__EXERCISE GOAL__. Among the entries below, find all lines that include "from" and copy them.

[Stored data]

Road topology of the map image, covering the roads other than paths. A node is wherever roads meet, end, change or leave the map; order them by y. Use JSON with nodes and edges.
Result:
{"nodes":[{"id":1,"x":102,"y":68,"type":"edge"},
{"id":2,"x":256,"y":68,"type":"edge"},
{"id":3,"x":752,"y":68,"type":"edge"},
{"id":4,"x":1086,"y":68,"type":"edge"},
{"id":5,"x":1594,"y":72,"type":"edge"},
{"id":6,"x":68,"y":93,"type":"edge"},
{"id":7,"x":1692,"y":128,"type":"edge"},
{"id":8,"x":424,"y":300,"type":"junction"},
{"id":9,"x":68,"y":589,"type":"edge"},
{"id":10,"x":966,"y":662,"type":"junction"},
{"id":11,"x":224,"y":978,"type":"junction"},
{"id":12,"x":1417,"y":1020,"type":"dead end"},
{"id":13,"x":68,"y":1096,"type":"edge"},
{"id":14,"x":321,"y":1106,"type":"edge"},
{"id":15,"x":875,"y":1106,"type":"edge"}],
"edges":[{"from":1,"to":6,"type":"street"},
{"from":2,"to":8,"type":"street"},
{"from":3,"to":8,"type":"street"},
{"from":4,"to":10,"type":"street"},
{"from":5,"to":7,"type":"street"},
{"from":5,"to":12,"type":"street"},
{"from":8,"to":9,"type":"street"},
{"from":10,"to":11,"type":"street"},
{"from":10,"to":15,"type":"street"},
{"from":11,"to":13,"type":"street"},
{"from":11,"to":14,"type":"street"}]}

__REPLY TO THE EXERCISE__.
"edges":[{"from":1,"to":6,"type":"street"},
{"from":2,"to":8,"type":"street"},
{"from":3,"to":8,"type":"street"},
{"from":4,"to":10,"type":"street"},
{"from":5,"to":7,"type":"street"},
{"from":5,"to":12,"type":"street"},
{"from":8,"to":9,"type":"street"},
{"from":10,"to":11,"type":"street"},
{"from":10,"to":15,"type":"street"},
{"from":11,"to":13,"type":"street"},
{"from":11,"to":14,"type":"street"}]}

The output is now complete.